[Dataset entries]
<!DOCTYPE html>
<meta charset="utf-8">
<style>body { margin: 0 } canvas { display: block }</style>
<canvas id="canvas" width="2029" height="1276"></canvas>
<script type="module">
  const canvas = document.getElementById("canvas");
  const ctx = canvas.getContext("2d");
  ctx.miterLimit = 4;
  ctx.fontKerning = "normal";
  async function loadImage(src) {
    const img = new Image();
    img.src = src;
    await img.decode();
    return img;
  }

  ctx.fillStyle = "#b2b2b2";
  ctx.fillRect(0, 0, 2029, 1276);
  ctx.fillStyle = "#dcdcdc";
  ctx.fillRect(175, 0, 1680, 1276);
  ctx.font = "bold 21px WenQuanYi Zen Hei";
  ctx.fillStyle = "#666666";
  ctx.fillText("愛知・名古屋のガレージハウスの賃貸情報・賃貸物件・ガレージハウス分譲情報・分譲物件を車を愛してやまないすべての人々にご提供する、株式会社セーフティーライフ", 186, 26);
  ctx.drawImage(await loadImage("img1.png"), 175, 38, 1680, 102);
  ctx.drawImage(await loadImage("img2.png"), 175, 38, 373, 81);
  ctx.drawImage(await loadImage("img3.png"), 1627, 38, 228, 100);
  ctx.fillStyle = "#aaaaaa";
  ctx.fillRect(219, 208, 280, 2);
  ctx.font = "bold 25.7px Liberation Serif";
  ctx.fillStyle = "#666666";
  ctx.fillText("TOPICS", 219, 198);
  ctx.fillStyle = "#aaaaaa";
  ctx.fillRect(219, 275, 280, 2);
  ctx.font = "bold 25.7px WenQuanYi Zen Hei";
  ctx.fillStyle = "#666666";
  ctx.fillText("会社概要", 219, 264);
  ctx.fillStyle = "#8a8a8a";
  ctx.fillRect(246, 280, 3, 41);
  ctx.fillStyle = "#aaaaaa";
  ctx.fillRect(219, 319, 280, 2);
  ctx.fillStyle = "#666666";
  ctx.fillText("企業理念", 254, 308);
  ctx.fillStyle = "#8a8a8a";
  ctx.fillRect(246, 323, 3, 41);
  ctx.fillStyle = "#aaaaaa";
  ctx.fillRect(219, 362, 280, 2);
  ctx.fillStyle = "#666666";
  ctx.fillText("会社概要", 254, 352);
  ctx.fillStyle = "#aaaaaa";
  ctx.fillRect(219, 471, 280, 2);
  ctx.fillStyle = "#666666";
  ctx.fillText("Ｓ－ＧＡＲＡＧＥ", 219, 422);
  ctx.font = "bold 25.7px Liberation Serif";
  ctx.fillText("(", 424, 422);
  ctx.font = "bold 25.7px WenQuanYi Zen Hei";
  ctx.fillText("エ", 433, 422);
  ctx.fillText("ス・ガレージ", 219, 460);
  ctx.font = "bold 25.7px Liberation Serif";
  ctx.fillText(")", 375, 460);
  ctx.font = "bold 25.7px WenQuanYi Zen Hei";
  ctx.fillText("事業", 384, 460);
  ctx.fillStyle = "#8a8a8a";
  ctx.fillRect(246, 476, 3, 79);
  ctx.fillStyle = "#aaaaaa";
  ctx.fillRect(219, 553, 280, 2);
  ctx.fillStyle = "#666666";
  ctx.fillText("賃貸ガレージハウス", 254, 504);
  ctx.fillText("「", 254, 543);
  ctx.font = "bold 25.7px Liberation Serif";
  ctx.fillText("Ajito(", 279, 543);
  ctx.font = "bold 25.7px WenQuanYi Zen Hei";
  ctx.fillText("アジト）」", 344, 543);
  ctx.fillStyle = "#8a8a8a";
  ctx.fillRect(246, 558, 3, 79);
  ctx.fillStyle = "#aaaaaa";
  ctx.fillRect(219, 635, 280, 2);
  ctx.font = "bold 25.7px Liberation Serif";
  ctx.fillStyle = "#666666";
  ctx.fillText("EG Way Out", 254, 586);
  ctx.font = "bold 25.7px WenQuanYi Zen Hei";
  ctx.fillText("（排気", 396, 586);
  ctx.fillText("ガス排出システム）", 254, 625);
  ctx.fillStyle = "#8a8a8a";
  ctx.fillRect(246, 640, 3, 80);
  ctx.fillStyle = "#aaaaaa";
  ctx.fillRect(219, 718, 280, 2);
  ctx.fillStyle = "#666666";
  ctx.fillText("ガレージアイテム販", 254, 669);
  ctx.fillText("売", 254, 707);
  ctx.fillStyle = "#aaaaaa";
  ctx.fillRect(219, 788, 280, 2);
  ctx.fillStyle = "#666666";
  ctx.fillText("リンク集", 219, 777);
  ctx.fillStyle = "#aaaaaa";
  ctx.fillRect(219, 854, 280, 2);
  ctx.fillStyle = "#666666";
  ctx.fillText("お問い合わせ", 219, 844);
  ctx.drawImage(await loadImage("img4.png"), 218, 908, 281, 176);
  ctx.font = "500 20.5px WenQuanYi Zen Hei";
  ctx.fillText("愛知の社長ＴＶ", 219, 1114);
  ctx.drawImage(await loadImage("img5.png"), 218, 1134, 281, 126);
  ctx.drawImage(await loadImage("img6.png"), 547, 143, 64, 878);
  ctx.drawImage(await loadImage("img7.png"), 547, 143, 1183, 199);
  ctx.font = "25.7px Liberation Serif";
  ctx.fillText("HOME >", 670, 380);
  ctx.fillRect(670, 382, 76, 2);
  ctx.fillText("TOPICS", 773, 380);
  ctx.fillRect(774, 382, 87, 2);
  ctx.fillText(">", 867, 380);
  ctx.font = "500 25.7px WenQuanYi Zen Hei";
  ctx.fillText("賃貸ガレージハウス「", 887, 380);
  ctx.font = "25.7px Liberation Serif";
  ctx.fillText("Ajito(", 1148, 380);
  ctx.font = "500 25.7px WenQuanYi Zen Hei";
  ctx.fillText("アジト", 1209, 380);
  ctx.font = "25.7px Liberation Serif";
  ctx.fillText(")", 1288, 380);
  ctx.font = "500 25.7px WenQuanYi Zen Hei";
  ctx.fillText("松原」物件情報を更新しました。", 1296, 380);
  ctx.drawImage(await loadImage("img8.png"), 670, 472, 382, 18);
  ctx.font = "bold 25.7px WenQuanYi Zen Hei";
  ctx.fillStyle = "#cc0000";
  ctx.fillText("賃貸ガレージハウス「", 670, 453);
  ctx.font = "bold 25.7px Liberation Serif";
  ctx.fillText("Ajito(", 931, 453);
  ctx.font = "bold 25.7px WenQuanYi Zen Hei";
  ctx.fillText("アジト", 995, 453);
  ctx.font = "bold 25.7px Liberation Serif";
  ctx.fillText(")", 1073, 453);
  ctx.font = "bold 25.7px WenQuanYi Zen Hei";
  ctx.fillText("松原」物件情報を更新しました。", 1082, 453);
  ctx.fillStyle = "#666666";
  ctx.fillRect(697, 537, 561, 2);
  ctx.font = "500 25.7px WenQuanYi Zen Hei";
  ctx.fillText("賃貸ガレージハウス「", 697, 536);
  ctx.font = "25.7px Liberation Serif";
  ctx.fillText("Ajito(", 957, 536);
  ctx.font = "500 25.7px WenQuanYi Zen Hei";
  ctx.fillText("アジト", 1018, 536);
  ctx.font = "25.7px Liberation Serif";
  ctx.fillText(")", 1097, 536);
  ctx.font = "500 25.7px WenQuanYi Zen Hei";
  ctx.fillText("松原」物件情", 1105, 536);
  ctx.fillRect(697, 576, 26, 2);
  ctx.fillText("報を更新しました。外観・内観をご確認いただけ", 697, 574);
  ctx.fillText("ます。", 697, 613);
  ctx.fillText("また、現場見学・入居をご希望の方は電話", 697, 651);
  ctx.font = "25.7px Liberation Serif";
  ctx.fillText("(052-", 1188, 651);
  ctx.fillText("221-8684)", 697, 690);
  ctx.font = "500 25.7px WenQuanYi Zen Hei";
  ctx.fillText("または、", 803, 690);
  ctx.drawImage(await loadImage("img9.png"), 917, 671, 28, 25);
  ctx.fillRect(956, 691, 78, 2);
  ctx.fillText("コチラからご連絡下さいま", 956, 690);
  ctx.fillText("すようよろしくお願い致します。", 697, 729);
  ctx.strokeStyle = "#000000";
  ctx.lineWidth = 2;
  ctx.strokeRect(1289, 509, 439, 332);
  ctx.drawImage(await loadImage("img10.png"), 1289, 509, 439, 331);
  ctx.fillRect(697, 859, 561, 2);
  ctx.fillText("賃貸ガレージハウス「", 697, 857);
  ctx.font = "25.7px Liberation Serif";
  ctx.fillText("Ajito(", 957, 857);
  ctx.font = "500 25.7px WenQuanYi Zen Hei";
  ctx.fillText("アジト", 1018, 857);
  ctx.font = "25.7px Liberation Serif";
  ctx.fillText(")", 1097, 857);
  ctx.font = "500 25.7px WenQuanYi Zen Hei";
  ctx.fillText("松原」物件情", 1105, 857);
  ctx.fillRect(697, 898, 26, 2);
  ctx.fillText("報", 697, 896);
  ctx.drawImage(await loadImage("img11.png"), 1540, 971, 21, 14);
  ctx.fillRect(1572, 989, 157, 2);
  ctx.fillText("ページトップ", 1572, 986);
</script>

- **What you will do**
Show a copy of each line from the data that includes the word "canvas".

- **Expected answer**
<style>body { margin: 0 } canvas { display: block }</style>
<canvas id="canvas" width="2029" height="1276"></canvas>
  const canvas = document.getElementById("canvas");
  const ctx = canvas.getContext("2d");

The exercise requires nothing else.